Taylor R. Brown, PhD
When are predictions high-variance? \[ V[\hat{\mathbf{y}}] = \sigma^2 \mathbf{H} \] So in particular \[ V[\hat{y}_i] = \sigma^2 \mathbf{H}_{ii} \]
This has to do with “extrapoloating” (more on this later)
When are predictions high-variance? \[ V[\mathbf{e}] = \sigma^2 [\mathbf{I} - \mathbf{H}] \] So in particular \[ V[e_i] = \sigma^2(1- \mathbf{H}_{ii}) \]
high leverage points mean that we predict with full certainty (not believable!)
Recall \[ \mathbf{H} = \mathbf{H}^2 \] So \[ \mathbf{H}_{ii} = \sum_{l \neq i} \mathbf{H}_{i,l}^2 + \mathbf{H}_{ii}^2 \ge \mathbf{H}_{ii}^2 \ge 0 \] So \[ 0 \le \mathbf{H}_{ii} \le 1. \]
Recall \[ \mathbf{H} \mathbf{X} = \mathbf{X}. \]
Looking at the first column \[ \mathbf{H} \mathbf{1} = \mathbf{1} \]
So row-sums of the hat matrix are equal to \(1\).
We know
\[ \hat{\mathbf{y}} = \mathbf{H}\mathbf{y} \]
and if you look at one of the rows you have
\[ \hat{y}_j = \sum_{i=1}^n y_i \mathbf{H}_{j,i} \]
So \(\mathbf{H}_{j,i}\) is the leverage of obs. \(i\) on fitted value \(j\).
Rule of thumb: flag row \(j\) when \(\mathbf{H}_{jj} > 3 \frac{k+1}{n}\). More on this in module 8!
Q: what does \(\mathbf{H}_{ii}\) mean, though?
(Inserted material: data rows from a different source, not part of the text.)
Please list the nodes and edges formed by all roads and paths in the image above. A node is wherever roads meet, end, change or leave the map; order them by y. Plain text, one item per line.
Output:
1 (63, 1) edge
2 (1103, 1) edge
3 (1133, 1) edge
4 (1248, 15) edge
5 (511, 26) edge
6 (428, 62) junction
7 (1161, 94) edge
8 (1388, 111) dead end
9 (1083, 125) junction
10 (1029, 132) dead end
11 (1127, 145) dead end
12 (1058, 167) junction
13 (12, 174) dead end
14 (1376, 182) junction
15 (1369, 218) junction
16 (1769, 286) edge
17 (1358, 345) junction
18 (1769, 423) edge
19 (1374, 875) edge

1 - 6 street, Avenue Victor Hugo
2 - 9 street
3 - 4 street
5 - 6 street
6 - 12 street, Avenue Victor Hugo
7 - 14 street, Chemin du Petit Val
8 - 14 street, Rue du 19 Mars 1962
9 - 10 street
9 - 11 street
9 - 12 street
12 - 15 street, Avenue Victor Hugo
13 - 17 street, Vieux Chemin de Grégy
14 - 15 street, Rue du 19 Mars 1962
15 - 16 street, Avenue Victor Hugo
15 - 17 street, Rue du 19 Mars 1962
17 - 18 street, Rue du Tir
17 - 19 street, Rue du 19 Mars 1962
A: it’s related to how far away the \(i\)th row/observation is from the typical observation
I.e. how far is \(\mathbf{x}_i^{\intercal} = (1, x_{i1}, x_{i2}, \ldots, x_{ik})\) from \(\bar{\mathbf{x}}^{\intercal}\)
(Squared) Euclidean distance?
\[ [1-1]^2 + [x_{i1} - \bar{x}_{1}]^2 + \cdots [x_{ik} - \bar{x}_{k}]^2 \]
If our model has an intercept, this can be written as \[ (\mathbf{x}_i - \bar{\mathbf{x}})^{\intercal}(\mathbf{x}_i - \bar{\mathbf{x}}) \]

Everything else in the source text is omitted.